OCR file sizes in DT3

So far I’ve been really impressed with the speed, quality and file size of OCR in DT3. However, that’s not maintained once I start merging files or manipulating pages, so I’d welcome any comments or suggestions. For the record, I’m working mainly with 300 ppi B&W scans.

Background: I’m a long-time user of DTPO2 to OCR scans from my Brother DCP-7045N. Because this is not a duplex scanner I do a lot of merging within DT, as well as scripted page manipulations in PDFpen. The thing that binds it all together is Apago’s excellent PDF Shrink app, which I have integrated into DT via AppleScript. Any bloat introduced by moving pages around is easily fixed with PDF Shrink. The end result in DTPO2 was good-quality files of sensible size.

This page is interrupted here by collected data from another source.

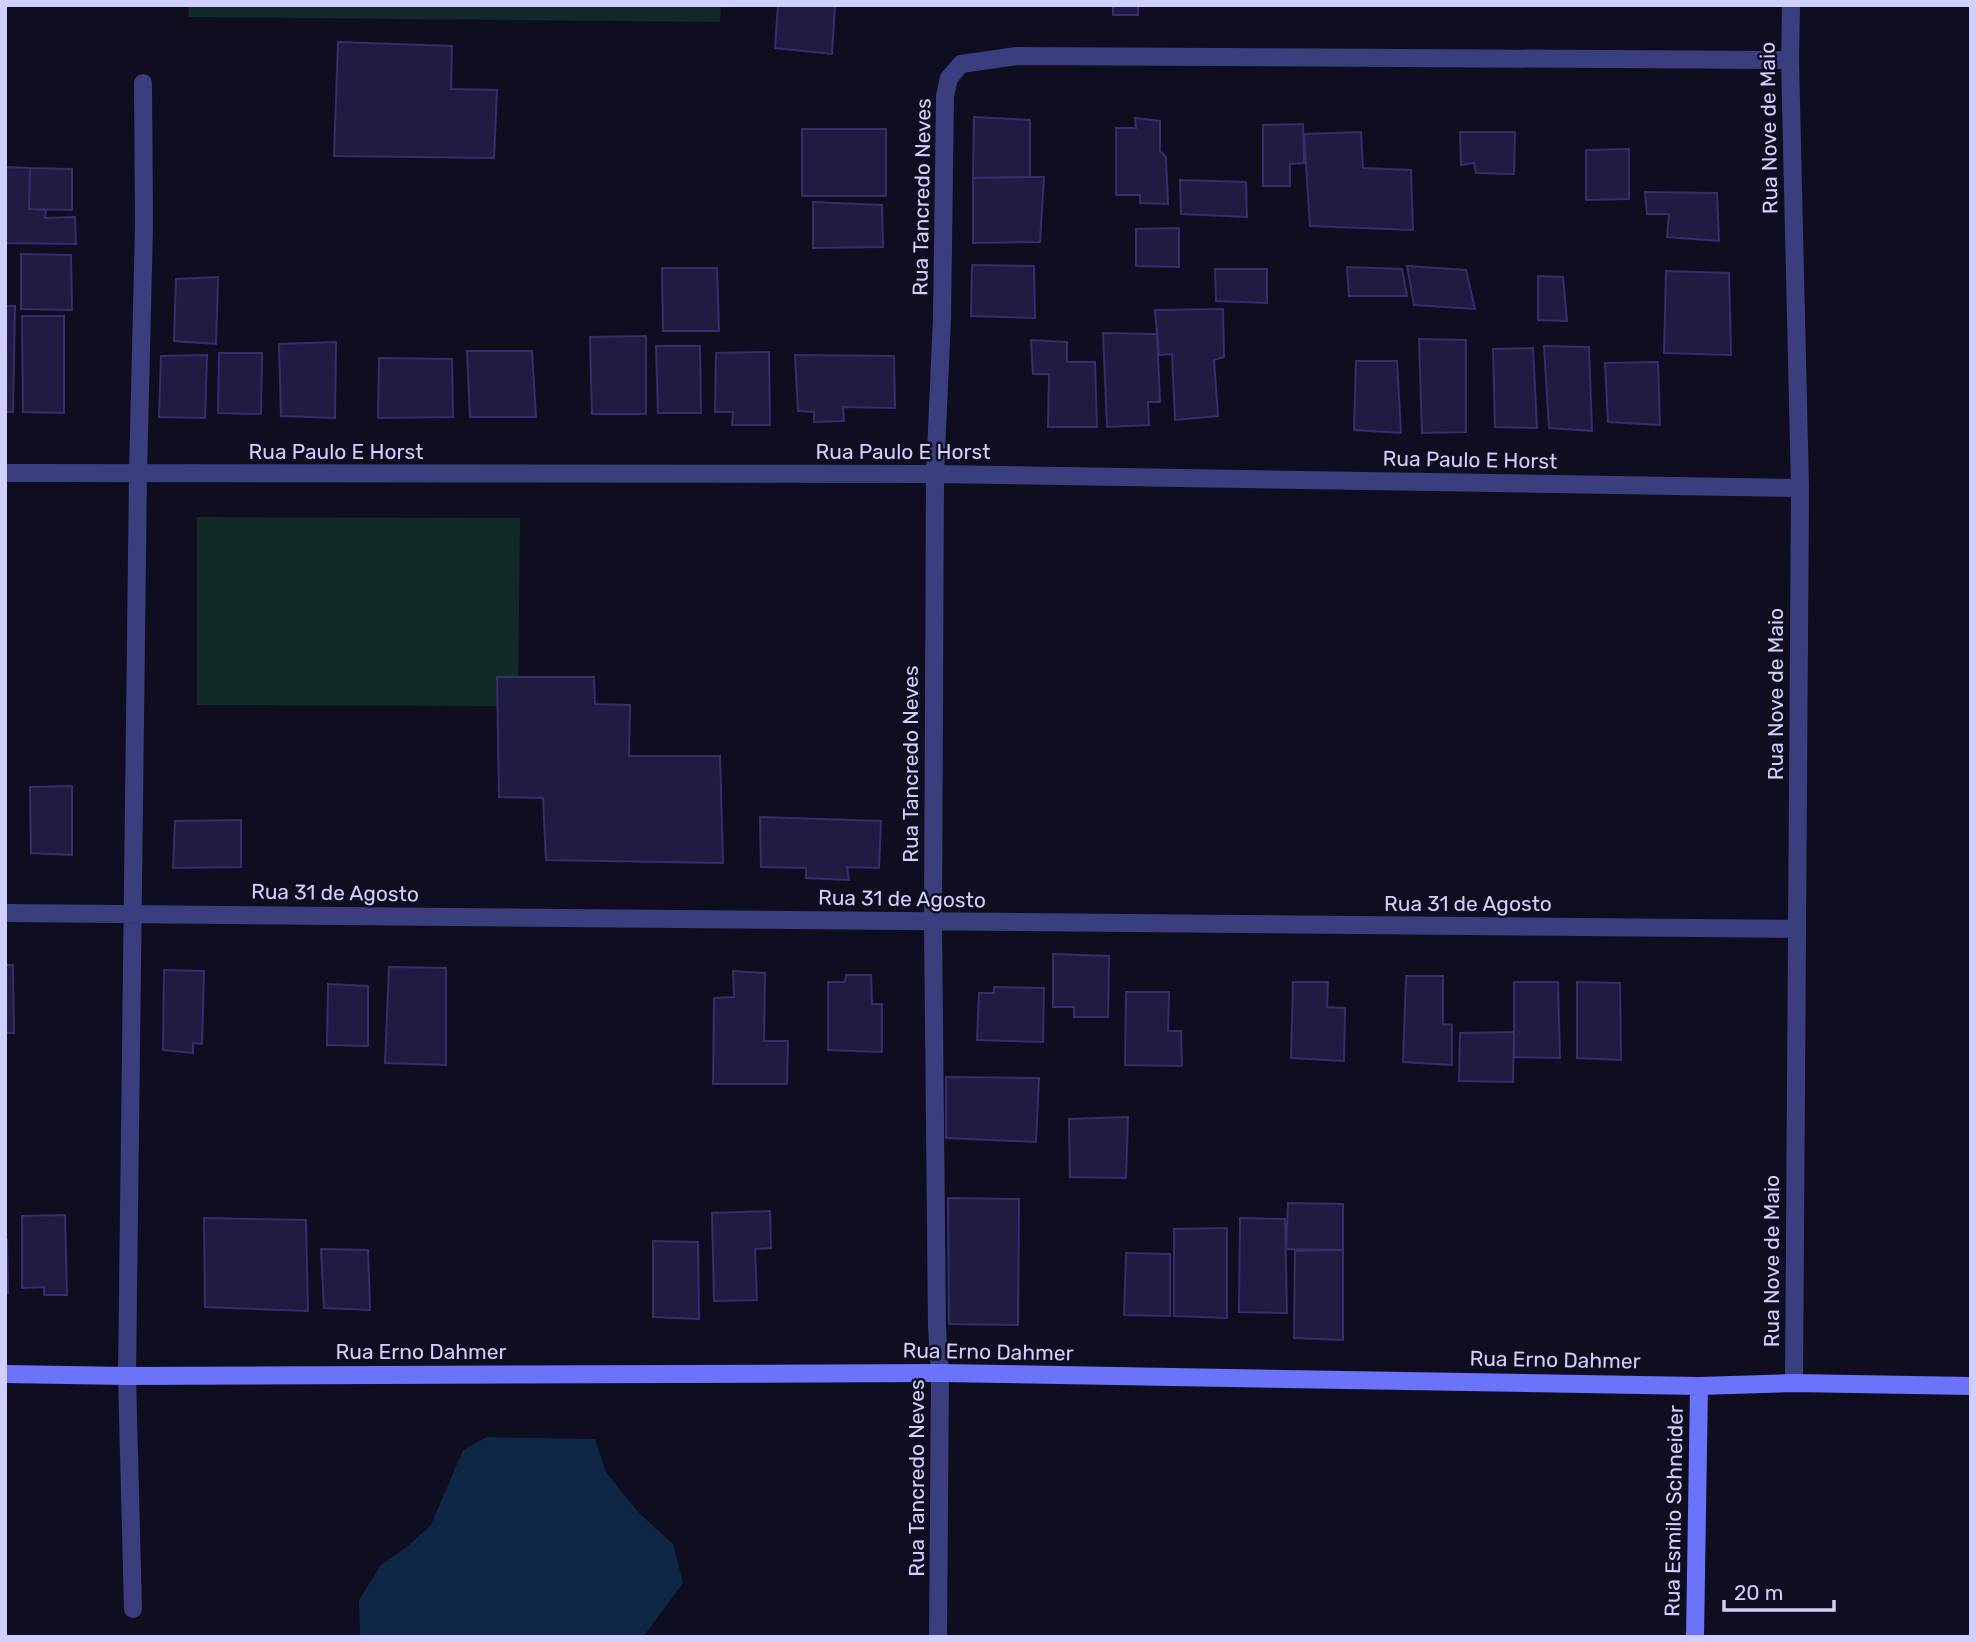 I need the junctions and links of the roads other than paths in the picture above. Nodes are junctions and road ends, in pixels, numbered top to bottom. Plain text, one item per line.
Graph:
1 (1791, 5) edge
2 (1790, 61) junction
3 (143, 83) dead end
4 (5, 473) edge
5 (935, 474) junction
6 (138, 475) junction
7 (1800, 488) junction
8 (5, 913) edge
9 (133, 914) junction
10 (933, 922) junction
11 (1797, 929) junction
12 (940, 1373) junction
13 (5, 1374) edge
14 (127, 1376) junction
15 (1794, 1383) junction
16 (1699, 1386) junction
17 (1971, 1386) edge
18 (133, 1609) dead end
19 (938, 1637) edge
20 (1695, 1637) edge

1 - 2 street, Rua Nove de Maio
2 - 5 street, Rua Tancredo Neves
2 - 7 street, Rua Nove de Maio
3 - 6 street
4 - 6 street, Rua Paulo E Horst
5 - 6 street, Rua Paulo E Horst
5 - 7 street, Rua Paulo E Horst
5 - 10 street, Rua Tancredo Neves
6 - 9 street
7 - 11 street, Rua Nove de Maio
8 - 9 street, Rua 31 de Agosto
9 - 10 street, Rua 31 de Agosto
9 - 14 street
10 - 11 street, Rua 31 de Agosto
10 - 12 street, Rua Tancredo Neves
11 - 15 street, Rua Nove de Maio
12 - 14 street, Rua Erno Dahmer
12 - 16 street, Rua Erno Dahmer
12 - 19 street, Rua Tancredo Neves
13 - 14 street, Rua Erno Dahmer
14 - 18 street
15 - 16 street, Rua Erno Dahmer
15 - 17 street, Rua Erno Dahmer
16 - 20 street, Rua Esmilo Schneider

Enter DT3 and OCR seems to yield smaller files than before, with good optical quality. The problem is that if I merge files or delete pages, the file size balloons. PDF Shrink can fix this up to a point, but this time with a significant loss in optical quality, to the point where it’s not a workable solution.

I know that OCR and PDF manipulation more generally must be very complicated under the hood, and everyone seems to have their own workflow. But DT3 is increasing in power, as witnessed by Smart Rules starting to replace Hazel and even simple things like the “reverse pages” command (which I used to have to do in PDFpen). It would be nice not to have to depend on so many helper apps. So is it reasonable to hope that a future release will do a better job of keeping file sizes down?

I’ve experienced something similar. Annotating a PDF disproportionately increases the file’s size, e.g. highlighting a few words results in an enlargement from 4,2 MB to 14,8 MB.

Yes! Same here! Deleting pages is increasing file size. But only if a OCR was done with Devonthink before, which will shrink the file. After manipulating die PDF, the size is increasing.

If i delete die original PDF, file size is decreasing as expected.

Just to put this topic to rest, the problem of ballooning PDF file sizes seems to have been fixed in subsequent betas and now in the final release. Adding and deleting pages within DT3 now seems to yield files of the size you’d expect based on their original sizes.

Adding markup to PDFs still increases file sizes quite a bit, but I think this is a problem with any PDF software.